### Your objective
After reading each line of the entries, give the number of lines that contain "order" and nothing else.

(Excerpts from a dataset)
::::

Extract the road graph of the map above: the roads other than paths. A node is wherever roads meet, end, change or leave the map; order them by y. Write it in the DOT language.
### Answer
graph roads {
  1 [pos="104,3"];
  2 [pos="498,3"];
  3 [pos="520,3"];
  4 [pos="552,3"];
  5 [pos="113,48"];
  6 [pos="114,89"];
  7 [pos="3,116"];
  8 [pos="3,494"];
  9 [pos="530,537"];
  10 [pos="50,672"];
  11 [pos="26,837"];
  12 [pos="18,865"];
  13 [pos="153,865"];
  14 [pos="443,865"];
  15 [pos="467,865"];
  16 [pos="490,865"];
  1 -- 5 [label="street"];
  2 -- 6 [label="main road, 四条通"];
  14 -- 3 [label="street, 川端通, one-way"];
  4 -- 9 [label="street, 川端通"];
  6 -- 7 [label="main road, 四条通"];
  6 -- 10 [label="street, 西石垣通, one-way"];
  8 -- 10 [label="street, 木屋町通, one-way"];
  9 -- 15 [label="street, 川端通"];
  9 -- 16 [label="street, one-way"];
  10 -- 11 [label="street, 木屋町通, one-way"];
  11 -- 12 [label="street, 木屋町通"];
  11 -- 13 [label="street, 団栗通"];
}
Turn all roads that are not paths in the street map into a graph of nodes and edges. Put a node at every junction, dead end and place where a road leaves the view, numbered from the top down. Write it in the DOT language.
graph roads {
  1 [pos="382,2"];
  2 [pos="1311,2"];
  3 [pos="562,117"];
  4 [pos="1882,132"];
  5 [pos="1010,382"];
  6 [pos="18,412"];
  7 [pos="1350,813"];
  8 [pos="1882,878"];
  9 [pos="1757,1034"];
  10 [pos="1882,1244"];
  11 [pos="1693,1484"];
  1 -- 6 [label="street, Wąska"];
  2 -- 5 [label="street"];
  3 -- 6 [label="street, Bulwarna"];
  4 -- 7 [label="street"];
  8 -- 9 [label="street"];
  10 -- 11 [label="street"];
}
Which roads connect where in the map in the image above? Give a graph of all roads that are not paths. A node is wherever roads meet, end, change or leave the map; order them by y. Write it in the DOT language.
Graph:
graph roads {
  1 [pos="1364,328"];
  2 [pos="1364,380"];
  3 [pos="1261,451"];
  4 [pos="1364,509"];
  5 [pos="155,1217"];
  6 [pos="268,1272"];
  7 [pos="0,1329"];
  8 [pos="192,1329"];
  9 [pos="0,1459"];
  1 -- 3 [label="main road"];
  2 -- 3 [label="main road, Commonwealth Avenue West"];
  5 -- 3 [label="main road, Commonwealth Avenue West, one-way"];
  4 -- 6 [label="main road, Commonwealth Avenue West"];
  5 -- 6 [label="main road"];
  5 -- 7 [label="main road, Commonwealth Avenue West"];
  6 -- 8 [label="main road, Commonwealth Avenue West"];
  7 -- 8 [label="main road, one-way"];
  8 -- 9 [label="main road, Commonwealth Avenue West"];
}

::::

### Output for this task
2